Innover pour s’améliorer

Adepte de la biodynamie, Christophe Cordier rappelle que toutes ses vendanges s’effectuent manuellement. Et il n’hésite pas à innover. « Sur une demi-douzaine d’hectares, les vignes ne sont pas rognées. C’est un test débuté en 2019. La vigne reste très fine. Il y a une meilleure ventilation et aussi une meilleure résistance aux maladies. Le tressage multiplie le temps de travail par dix mais il faut enlever le temps autrefois dédié au rognage. Cette année, nous devrions passer à dix hectares pour le tressage. Il faut le faire sur des vignes qui n’ont pas trop de vigueur. Au final, il y a un meilleur équilibre sucre-acidité dans ces vignes. Cette technique peut être un moyen de pallier le réchauffement climatique ».

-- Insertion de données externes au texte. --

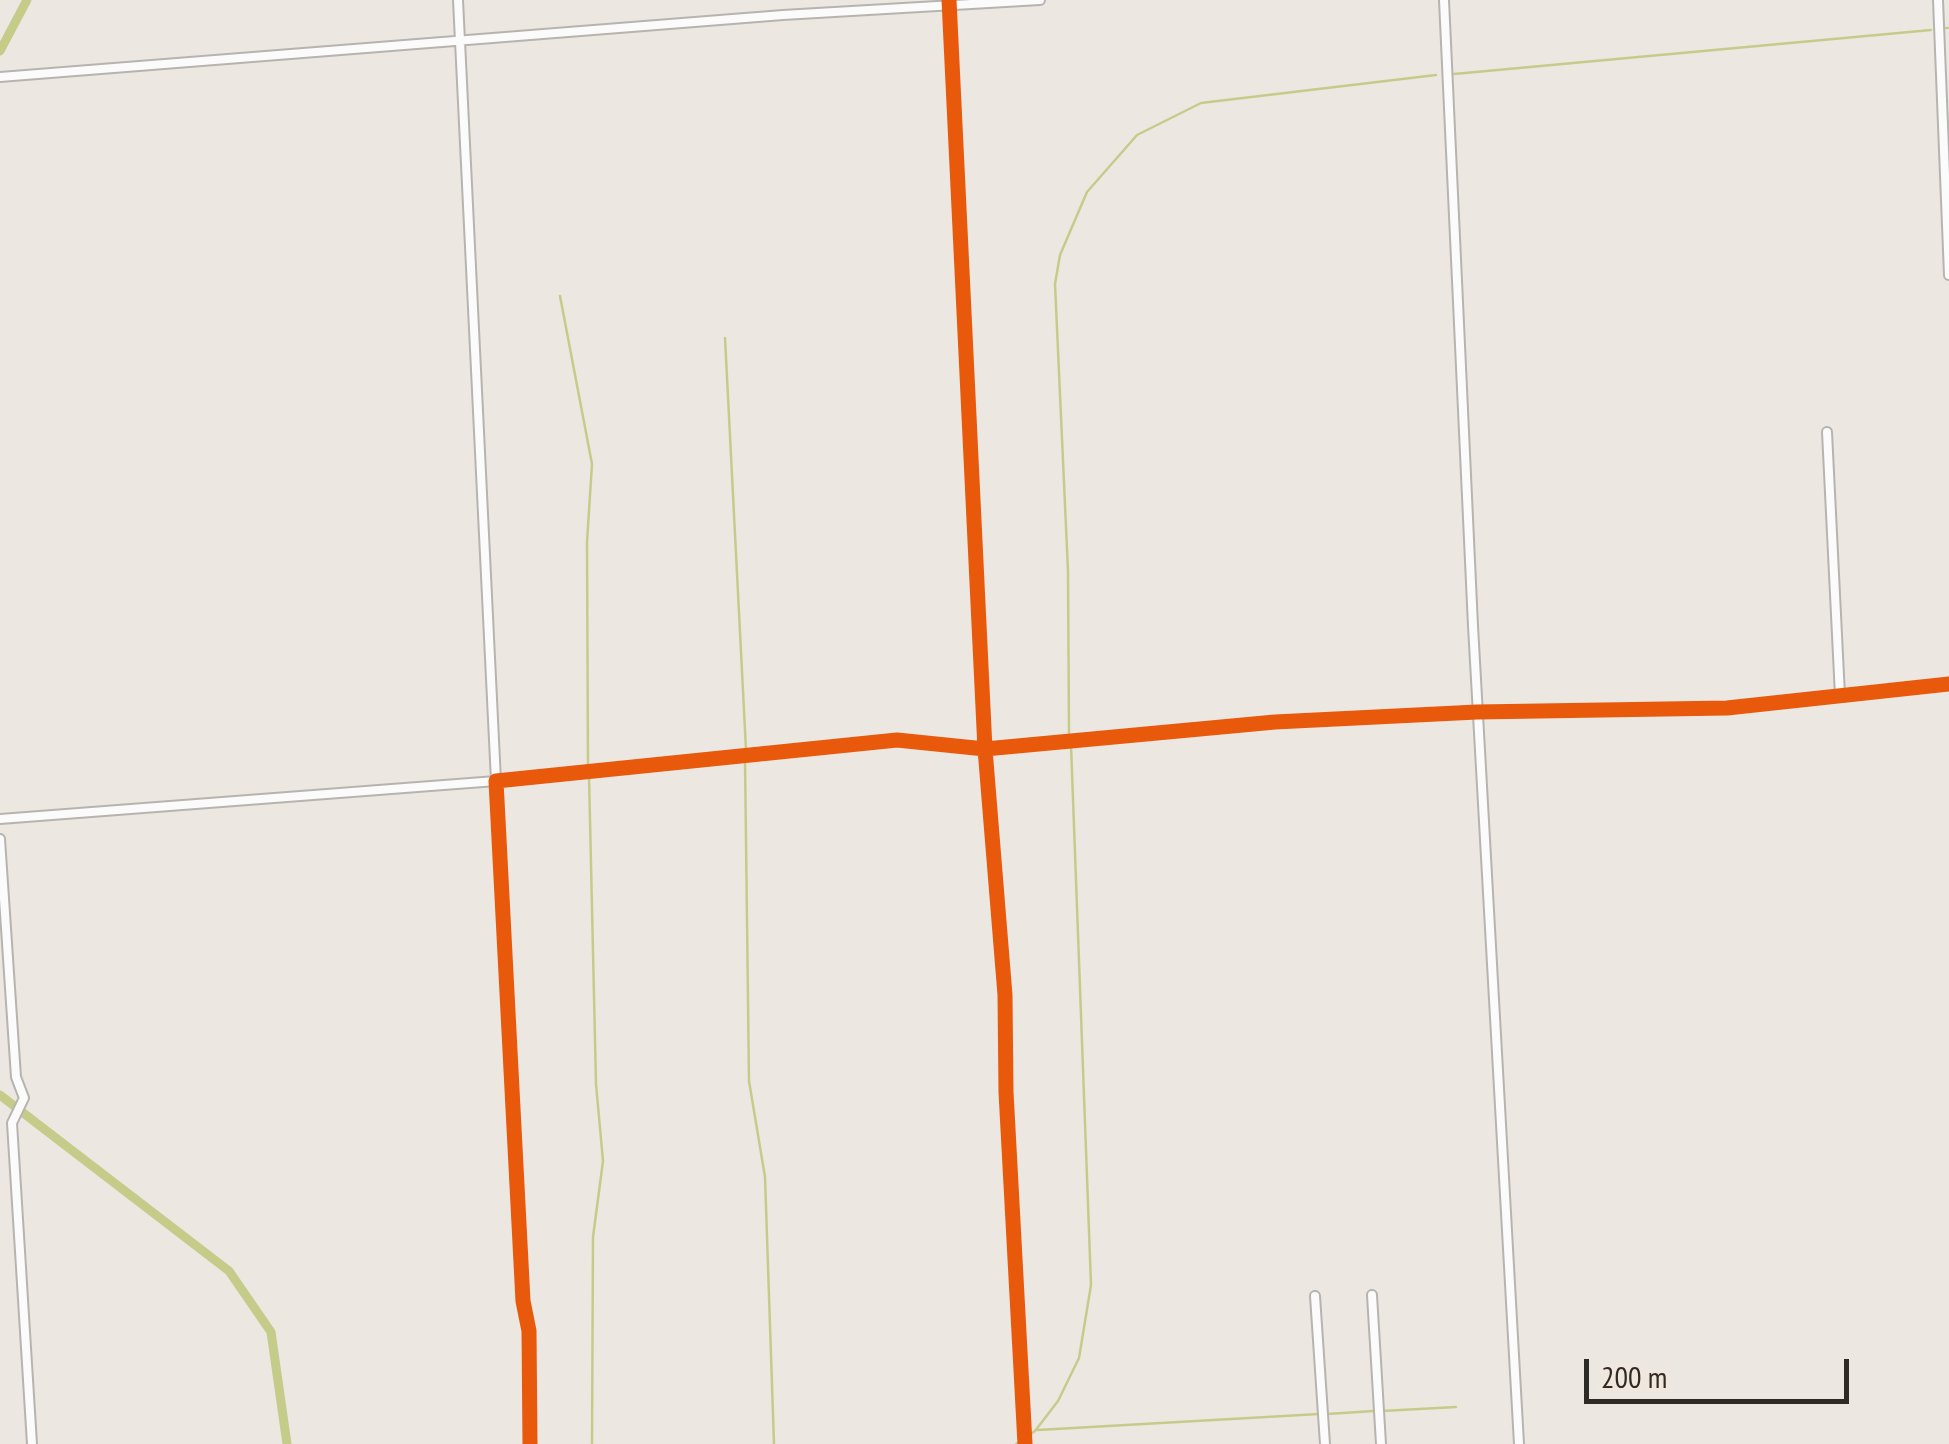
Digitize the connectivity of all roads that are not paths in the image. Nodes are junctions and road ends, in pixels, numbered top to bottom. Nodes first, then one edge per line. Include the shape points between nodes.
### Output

Côté vinification, toutes les cuves sont thermorégulées. « Je travaille sur de petites cuves de 15-20 hectolitres pour isoler des petits lots. Tout est vinifié avec des levures naturelles. Je souhaite rentrer dans le cahier des charges Demeter. Il y a peu de SO2, une malo naturelle, un travail sans débourbage, une grosse sélection de jus. Les vendanges sont transportées en fourgons pour préserver les raisins. Il y a une fermentation en fût, surtout en fûts de 500 litres dont 30 % en fûts neufs. Tout est fait sur lie jusqu’à la mise en bouteille. Je suis assez peu interventionniste mais vigilant. J’utilise beaucoup de gros contenants comme les foudres pour garder de la fraîcheur aux vins. Le chardonnay a besoin d’espace. Je fais des élevages assez longs, de 18 à 24 mois, pour les meilleures appellations. Je privilégie les transferts par gravité. J’utilise le moins possible les pompes à vins. Mon but est de mettre le moins de SO2 possible. J’utilise des bouchons Diam à base de liège, très technologiques. Cela permet de diminuer d’un quart la dose de SO2. J’adapte la porosité du bouchon au vin ».

Commercialisation majoritairement à l’export

Pour ce qui est de la commercialisation, Christophe Cordier vend chaque année de 250.000 à 300.000 bouteilles. « Mais je ne cherche par le volume à tout prix. 70 % de mes débouchés sont à l’étranger. Je vends dans plus de vingt pays : Grande-Bretagne (mon premier marché), Australie, Japon, Chine, Taiwan, Singapour… Et finalement assez peu aux États-Unis : c’est un marché compliqué. Je vends bien, aussi, en Suède, en Norvège, au Danemark, aux Pays-Bas ou encore à Dubaï. Pendant quatre à cinq ans, j’ai beaucoup voyagé pour aller voir mes clients. La France ne représente que 30 % de mes débouchés, les particuliers 5 %. Je ne suis pas agressif commercialement. Nous fonctionnons bien sans avoir besoin de démarcher ».